Training for Fast Sequential Prediction Using Dynamic Feature Selection
Emma Strubell, Luke Vilnis, Andrew McCallum

TL;DR
This paper introduces a dynamic feature selection method that accelerates NLP classifiers by ordering features to achieve high confidence with fewer computations, significantly reducing runtime while maintaining high accuracy.
Contribution
It proposes paired learning and inference algorithms for dynamic feature selection, optimizing feature order to speed up classifiers without sacrificing accuracy.
Findings
Achieves over five-fold reduction in runtime for POS tagging.
Maintains accuracy above 97% despite reduced computation.
Demonstrates effectiveness on WSJ dataset.
Abstract
We present paired learning and inference algorithms for significantly reducing computation and increasing speed of the vector dot products in the classifiers that are at the heart of many NLP components.
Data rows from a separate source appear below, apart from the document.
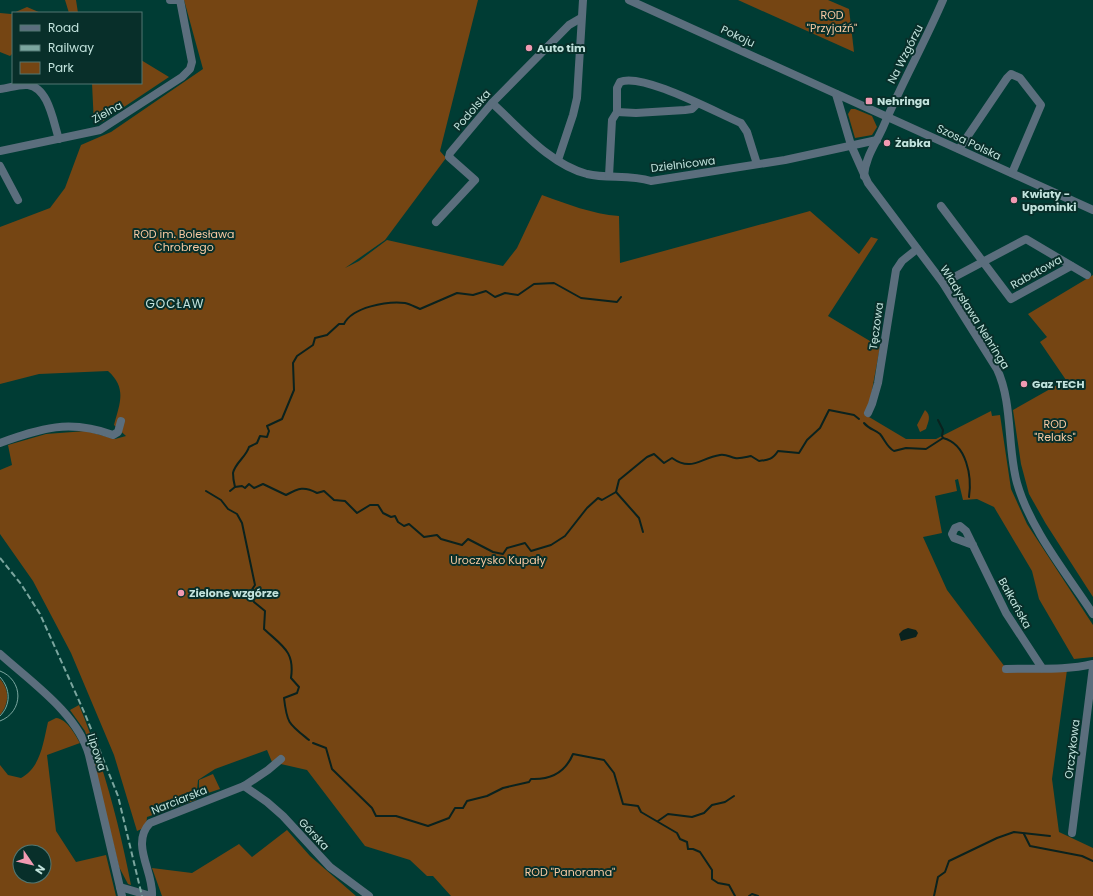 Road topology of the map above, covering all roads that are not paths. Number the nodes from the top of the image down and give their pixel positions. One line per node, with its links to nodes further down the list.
1 (170, 0): 2 (street)
2 (180, 0): 13 (street, Zielna)
3 (583, 0): 6 (street)
4 (629, 0): 8 (street, Pokoju)
5 (943, 0): 12 (street, Na Wzgórzu)
6 (581, 18): 9 (street, Podolska); 18 (street)
7 (0, 89): 13 (street)
8 (836, 94): 12 (street, Szosa Polska); 15 (street, Władysława Nehringa)
9 (492, 103): 18 (street, Dzielnicowa); 29 (street, Podolska)
10 (698, 104): 11 (street); 11 (street); 20 (street)
11 (617, 112): 24 (street)
12 (887, 117): 14 (street); 16 (street, Szosa Polska)
13 (59, 139): 17 (street, Zielna)
14 (877, 140): 15 (street); 19 (street)
15 (851, 145): 20 (street, Dzielnicowa); 21 (street, Władysława Nehringa)
16 (959, 149): 23 (street, Szosa Polska); 23 (street)
17 (0, 151)
18 (558, 160): 24 (street, Dzielnicowa)
19 (867, 160): 21 (street); 25 (street)
20 (757, 164): 24 (street, Dzielnicowa)
21 (858, 164): 25 (street, Władysława Nehringa)
22 (0, 166): 26 (street)
23 (1012, 174): 28 (street, Szosa Polska)
24 (609, 176)
25 (864, 176): 30 (street, Władysława Nehringa)
26 (18, 200)
27 (941, 206): 31 (street)
28 (1093, 210)
29 (436, 222)
30 (917, 249): 34 (street, Władysława Nehringa); 35 (street, Tęczowa)
31 (982, 261): 32 (street, Rabatowa); 32 (street, Rabatowa); 34 (street)
32 (1071, 266): 33 (street, Rabatowa)
33 (1087, 275)
34 (942, 283): 39 (street, Władysława Nehringa)
35 (868, 413)
36 (121, 421): 37 (street)
37 (0, 443)
38 (973, 545): 43 (street, Bałkańska)
39 (1093, 614)
40 (0, 654): 48 (street, Lipowa)
41 (1093, 664): 43 (street)
42 (1093, 667): 47 (street, Orczykowa)
43 (1042, 668): 44 (street)
44 (1006, 669)
45 (281, 759): 46 (street, Narciarska)
46 (244, 786): 50 (street, Narciarska); 51 (street, Górska)
47 (1072, 833)
48 (120, 887): 49 (street, Lipowa); 50 (street)
49 (122, 896)
50 (151, 896)
51 (369, 896) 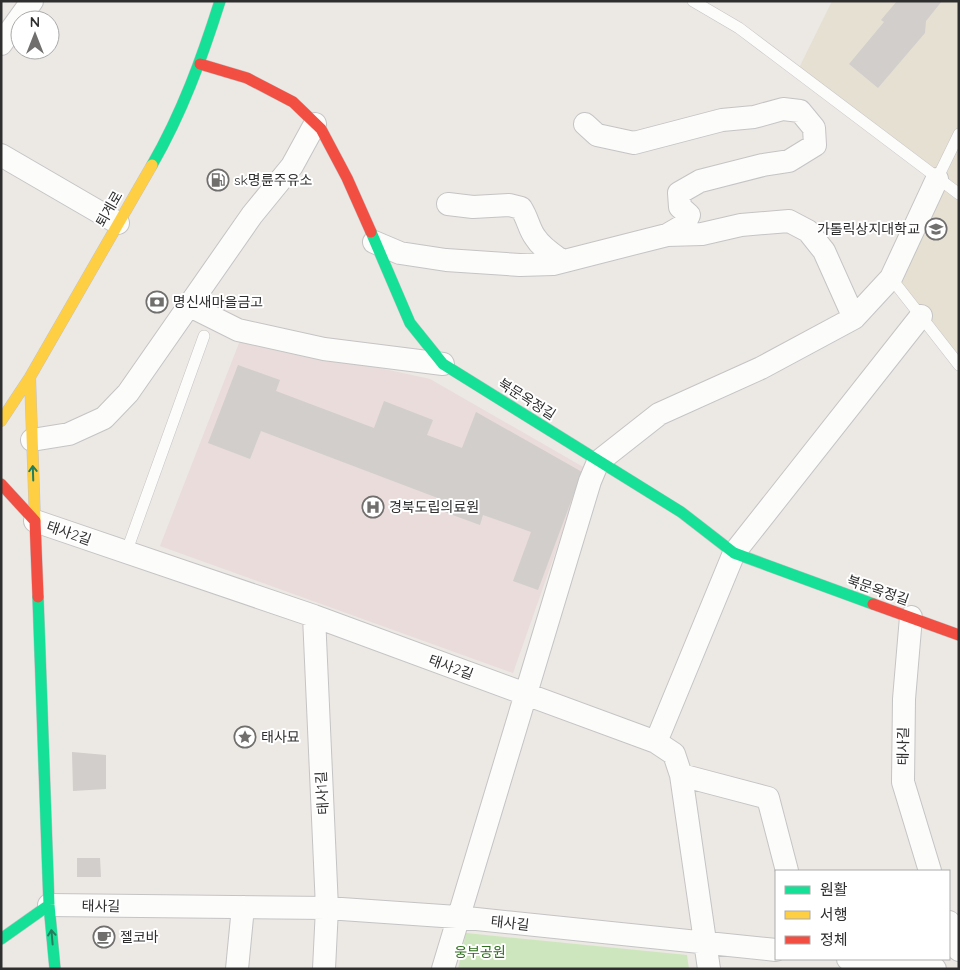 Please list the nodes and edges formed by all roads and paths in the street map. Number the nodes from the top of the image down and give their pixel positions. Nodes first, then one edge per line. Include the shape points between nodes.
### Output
1 (32, 1) edge
2 (220, 1) edge
3 (693, 1) edge
4 (1, 44) edge
5 (200, 64) junction
6 (315, 124) junction
7 (585, 124) dead end
8 (959, 134) edge
9 (1, 155) edge
10 (937, 179) junction
11 (959, 194) edge
12 (448, 204) dead end
13 (118, 223) junction
14 (667, 235) junction
15 (374, 242) junction
16 (562, 261) junction
17 (891, 278) junction
18 (188, 305) junction
19 (920, 316) junction
20 (854, 318) junction
21 (204, 336) dead end
22 (443, 364) junction
23 (959, 366) edge
24 (30, 377) junction
25 (1, 421) edge
26 (32, 440) junction
27 (598, 462) junction
28 (1, 484) edge
29 (35, 521) junction
30 (126, 552) junction
31 (734, 552) junction
32 (314, 616) junction
33 (910, 618) junction
34 (959, 635) edge
35 (526, 694) junction
36 (656, 742) junction
37 (681, 774) junction
38 (787, 870) edge
39 (930, 870) edge
40 (50, 905) junction
41 (243, 907) junction
42 (327, 908) junction
43 (457, 917) junction
44 (950, 925) edge
45 (1, 939) edge
46 (705, 942) junction
47 (775, 950) edge
48 (959, 950) edge
49 (857, 960) edge
50 (55, 969) edge
51 (237, 969) edge
52 (324, 969) edge
53 (443, 969) edge
54 (709, 969) edge
55 (935, 969) edge

1 - 4 street
2 - 5 street, 퇴계로
3 - 10 lane via 739,28
5 - 6 street, 북문옥정길 via 255,82 293,102
5 - 13 street, 퇴계로 via 166,141
6 - 15 street, 북문옥정길 via 321,129 347,178
6 - 18 street via 292,166 252,215
7 - 14 street via 597,135 634,143 722,120 754,117 783,109 800,111 814,128 815,145 789,162 700,181 679,193 680,207 689,215 684,225
8 - 10 lane
9 - 13 street
10 - 11 lane
10 - 17 street
12 - 16 street via 521,208 534,236 547,251
13 - 24 street, 퇴계로
14 - 16 street
14 - 20 street via 702,234 742,225 789,221 808,231 824,252
15 - 16 street via 400,253 446,260 520,265
15 - 22 street, 북문옥정길 via 410,324
17 - 19 lane
17 - 20 street
18 - 22 street via 238,330 324,349
18 - 26 street via 128,393 104,418 69,434
19 - 23 lane
19 - 31 street
20 - 27 street via 761,368 659,414
21 - 30 lane
22 - 27 street, 북문옥정길
24 - 25 street, 퇴계로
24 - 26 street
29 -> 26 street
27 - 31 street, 북문옥정길 via 681,512
27 - 35 street
28 - 29 street
29 - 30 street, 태사2길
29 - 40 street, 태사2길
30 - 32 street, 태사2길
31 - 33 street, 북문옥정길
31 - 36 street
32 - 35 street, 태사2길
32 - 42 street, 태사1길
33 - 34 street, 북문옥정길
33 - 39 street, 태사길 via 904,699 903,782
35 - 36 street, 태사2길
35 - 43 street
36 - 37 street, 태사2길 via 674,754
37 - 38 street via 768,798
37 - 46 street, 태사2길
40 - 41 street, 태사길
40 - 45 street
50 -> 40 street, 태사2길
41 - 42 street, 태사길
41 - 51 street
42 - 43 street, 태사길
42 - 52 street, 태사1길
43 - 46 street, 태사길
43 - 53 street
44 - 48 street
46 - 47 street, 태사길
46 - 54 street, 태사2길
49 - 55 street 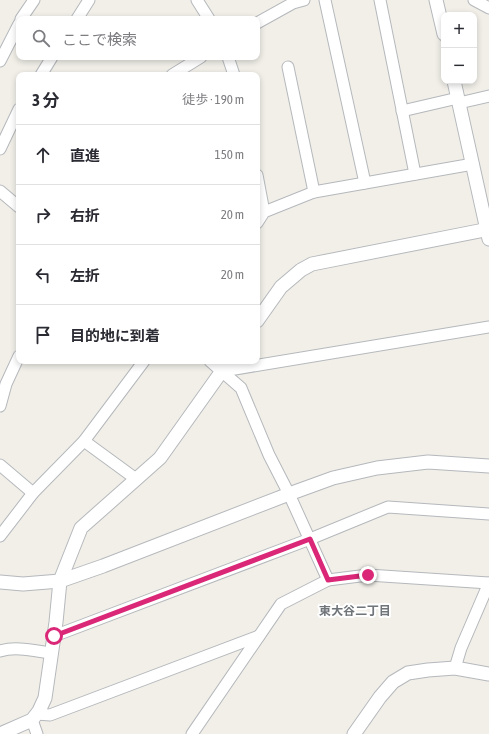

This is accomplished by partitioning the features into a sequence of templates which are ordered such that high confidence can often be reached using only a small fraction of all features. Parameter estimation is arranged to maximize accuracy and early confidence in this sequence. We present experiments in left-to-right part-of-speech tagging on WSJ, demonstrating that we can preserve accuracy above 97% with over a five-fold reduction in run-time.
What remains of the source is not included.